The classroom education component of the program trains students to service and repair Toyota and Lexus vehicles and is now in 37 locations nationwide, including underrepresented communities such as West Philadelphia, Hialeah, Florida, and a partnership with the only Historically Black College and University with an auto program – Lawson State Community College in Birmingham, Alabama.

The company partners with community colleges, a Universal Technical Institute and two with Job Corps – a U.S. Department of Labor-sponsored program. The classroom or lab training requires 1,300 in-person hours with one of these partners, where the students learn components and concepts such as the fundamentals of automotives, brakes, suspension, engine repair, engine performance, electrical, steering suspension, transmission, and drive train.

The cost to the student is established by the training institutions, aligning with their cost-per-credit hour. Some students are eligible to receive grants and financial aid based on income and a growing number of dealerships are providing scholarships. As a government subsidized program, expenses are covered for Job Corps students.

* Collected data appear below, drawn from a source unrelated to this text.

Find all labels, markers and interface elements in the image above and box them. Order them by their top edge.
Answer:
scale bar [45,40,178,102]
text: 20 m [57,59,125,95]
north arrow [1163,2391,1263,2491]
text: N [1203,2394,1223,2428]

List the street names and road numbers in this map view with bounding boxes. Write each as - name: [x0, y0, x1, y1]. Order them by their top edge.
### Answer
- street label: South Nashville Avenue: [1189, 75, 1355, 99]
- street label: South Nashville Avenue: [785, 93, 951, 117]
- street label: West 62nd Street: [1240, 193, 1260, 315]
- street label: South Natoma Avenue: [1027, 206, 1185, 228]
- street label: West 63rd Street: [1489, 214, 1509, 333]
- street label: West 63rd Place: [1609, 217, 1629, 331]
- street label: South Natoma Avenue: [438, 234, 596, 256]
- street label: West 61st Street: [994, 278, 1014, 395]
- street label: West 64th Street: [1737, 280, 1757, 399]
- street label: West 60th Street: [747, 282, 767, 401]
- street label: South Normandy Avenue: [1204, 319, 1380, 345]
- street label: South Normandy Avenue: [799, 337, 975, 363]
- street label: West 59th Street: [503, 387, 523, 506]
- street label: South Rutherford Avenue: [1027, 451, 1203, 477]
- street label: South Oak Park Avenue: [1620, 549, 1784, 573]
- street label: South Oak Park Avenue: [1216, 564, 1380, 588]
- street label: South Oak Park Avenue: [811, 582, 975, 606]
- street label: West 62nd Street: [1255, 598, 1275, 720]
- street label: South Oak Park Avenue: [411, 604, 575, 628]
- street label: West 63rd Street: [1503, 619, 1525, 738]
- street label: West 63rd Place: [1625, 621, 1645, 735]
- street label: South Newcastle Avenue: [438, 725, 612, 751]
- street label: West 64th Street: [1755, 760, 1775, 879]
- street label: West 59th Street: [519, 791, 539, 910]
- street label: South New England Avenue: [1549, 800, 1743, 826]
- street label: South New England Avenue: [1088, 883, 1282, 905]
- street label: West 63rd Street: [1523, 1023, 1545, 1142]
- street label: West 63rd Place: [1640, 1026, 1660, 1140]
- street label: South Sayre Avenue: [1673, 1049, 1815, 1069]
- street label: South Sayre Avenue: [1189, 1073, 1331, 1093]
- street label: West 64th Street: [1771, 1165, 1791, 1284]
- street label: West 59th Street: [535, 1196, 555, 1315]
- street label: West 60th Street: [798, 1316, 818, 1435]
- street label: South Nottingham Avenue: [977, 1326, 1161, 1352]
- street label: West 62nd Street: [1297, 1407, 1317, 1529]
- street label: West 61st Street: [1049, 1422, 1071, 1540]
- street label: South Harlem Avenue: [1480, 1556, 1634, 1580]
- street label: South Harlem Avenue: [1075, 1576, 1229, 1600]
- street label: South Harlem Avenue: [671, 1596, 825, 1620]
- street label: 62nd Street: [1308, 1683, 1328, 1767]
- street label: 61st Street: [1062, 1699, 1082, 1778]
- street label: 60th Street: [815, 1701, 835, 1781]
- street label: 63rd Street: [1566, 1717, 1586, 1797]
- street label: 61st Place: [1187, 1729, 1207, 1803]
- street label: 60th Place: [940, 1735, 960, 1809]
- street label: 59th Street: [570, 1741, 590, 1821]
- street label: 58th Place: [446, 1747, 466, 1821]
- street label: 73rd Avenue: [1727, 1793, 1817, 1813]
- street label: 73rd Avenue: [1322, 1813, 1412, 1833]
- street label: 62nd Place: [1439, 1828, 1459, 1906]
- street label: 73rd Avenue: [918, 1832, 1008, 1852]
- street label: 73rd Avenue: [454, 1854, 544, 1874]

Additionally, a 640-hour internship at a Toyota or Lexus dealership is required. The result is a certification that recognizes the individual is qualified to do warranty work.

“I’ve gotten some real rock stars out of it,” says Brian Lawrence, service director with Mark Miller Toyota in Salt Lake City, Utah. “With the program that’s close to me here through Job Corps, the teachers, program, and counselors are all 100% committed to trying to make these kids fantastic.”

Lawrence currently has four T-TEN students working in the express lane, and estimates more than 40% of his shop are graduates of the program. He believes in the program so much that he visits local high schools to promote the program.

“I talk to their seniors to help them understand there is an outlet to help them get a great wage,” he says. “I usually use my wife as an example. She still has a $60,000 debt to become a kindergarten teacher. If you like being a mechanic, you can spend $25,000 to make just as much as her.”

Mark Miller Toyota line technician Erick Lomeli was already a Toyota customer several times over when he considered this pathway. He says he’s always had an interest in cars since he was younger and his uncle had previously gone through the program. Lomeli graduated from the program through Job Corps, and was hired to a full-time job from his internship. He credits the real-world experience with teaching him more about the job than the classroom.

Erick Lomeli, Toyota line technician in Salt Lake City, Utah

“Through the program, you get to know all the basic fundamentals in repairing a car. It’s the day-to-day experience; what I encounter on the daily as opposed to picking up a textbook and learning the material. That way wouldn’t necessarily have taught me how to turn a wrench,” he says. “Book smarts versus hands-on smarts.”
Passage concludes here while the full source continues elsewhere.